You are asked to filter the data below and copy every line holding "ธพาร".
-*-*-
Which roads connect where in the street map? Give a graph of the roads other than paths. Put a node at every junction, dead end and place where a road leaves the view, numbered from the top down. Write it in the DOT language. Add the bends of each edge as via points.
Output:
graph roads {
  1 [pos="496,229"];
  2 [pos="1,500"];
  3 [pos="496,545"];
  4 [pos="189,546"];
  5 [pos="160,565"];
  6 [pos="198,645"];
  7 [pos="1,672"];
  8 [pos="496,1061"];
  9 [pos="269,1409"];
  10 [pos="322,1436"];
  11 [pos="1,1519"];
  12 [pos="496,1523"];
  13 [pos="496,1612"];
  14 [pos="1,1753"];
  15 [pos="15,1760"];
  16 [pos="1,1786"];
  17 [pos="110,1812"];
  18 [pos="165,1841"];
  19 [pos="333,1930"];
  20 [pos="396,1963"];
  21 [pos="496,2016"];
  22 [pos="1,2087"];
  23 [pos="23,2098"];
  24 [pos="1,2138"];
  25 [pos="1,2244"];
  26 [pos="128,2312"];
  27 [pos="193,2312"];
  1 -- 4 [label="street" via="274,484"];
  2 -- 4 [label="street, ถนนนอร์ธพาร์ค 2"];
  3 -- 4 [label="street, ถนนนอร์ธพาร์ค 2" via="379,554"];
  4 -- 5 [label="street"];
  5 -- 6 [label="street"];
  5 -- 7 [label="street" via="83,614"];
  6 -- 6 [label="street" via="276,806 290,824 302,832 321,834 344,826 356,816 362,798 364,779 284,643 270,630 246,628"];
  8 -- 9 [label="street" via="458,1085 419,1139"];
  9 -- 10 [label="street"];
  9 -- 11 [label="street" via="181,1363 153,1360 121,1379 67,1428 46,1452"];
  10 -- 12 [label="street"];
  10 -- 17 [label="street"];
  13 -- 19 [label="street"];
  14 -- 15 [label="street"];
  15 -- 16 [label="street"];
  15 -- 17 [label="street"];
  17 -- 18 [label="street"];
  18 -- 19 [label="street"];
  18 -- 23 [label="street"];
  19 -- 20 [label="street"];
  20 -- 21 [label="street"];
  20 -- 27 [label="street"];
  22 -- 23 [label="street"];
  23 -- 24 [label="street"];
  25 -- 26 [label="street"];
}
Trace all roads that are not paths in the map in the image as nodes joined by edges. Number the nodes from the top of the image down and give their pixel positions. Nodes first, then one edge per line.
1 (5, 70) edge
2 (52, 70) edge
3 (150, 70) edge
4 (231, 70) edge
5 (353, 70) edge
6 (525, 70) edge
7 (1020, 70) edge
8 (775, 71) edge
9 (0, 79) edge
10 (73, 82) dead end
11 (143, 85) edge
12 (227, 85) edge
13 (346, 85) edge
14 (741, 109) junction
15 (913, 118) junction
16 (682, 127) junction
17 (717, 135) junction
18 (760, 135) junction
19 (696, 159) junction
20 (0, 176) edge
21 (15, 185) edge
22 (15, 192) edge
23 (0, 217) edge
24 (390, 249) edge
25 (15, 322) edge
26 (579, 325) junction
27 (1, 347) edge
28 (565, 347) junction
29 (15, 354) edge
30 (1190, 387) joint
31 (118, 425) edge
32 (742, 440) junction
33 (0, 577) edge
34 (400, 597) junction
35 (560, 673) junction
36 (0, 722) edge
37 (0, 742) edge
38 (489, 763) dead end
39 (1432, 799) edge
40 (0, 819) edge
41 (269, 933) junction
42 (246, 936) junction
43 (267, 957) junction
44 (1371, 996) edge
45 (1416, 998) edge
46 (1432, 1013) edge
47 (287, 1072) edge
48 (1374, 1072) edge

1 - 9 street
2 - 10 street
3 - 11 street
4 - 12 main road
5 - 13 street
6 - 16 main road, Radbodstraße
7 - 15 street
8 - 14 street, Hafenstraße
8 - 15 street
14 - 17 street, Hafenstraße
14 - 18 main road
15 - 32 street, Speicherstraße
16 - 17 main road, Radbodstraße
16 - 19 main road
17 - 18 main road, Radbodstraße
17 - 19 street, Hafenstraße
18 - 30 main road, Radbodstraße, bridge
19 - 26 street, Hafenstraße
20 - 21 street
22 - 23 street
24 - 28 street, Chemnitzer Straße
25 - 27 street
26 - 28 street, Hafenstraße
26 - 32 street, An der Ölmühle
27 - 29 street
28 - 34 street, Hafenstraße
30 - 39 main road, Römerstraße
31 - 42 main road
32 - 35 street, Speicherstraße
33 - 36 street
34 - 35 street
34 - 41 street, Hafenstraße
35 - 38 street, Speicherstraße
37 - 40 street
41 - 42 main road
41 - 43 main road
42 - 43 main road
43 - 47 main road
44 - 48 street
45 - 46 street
-*-*-
■ **PROBLEM SOLUTION**:
  2 -- 4 [label="street, ถนนนอร์ธพาร์ค 2"];
  3 -- 4 [label="street, ถนนนอร์ธพาร์ค 2" via="379,554"];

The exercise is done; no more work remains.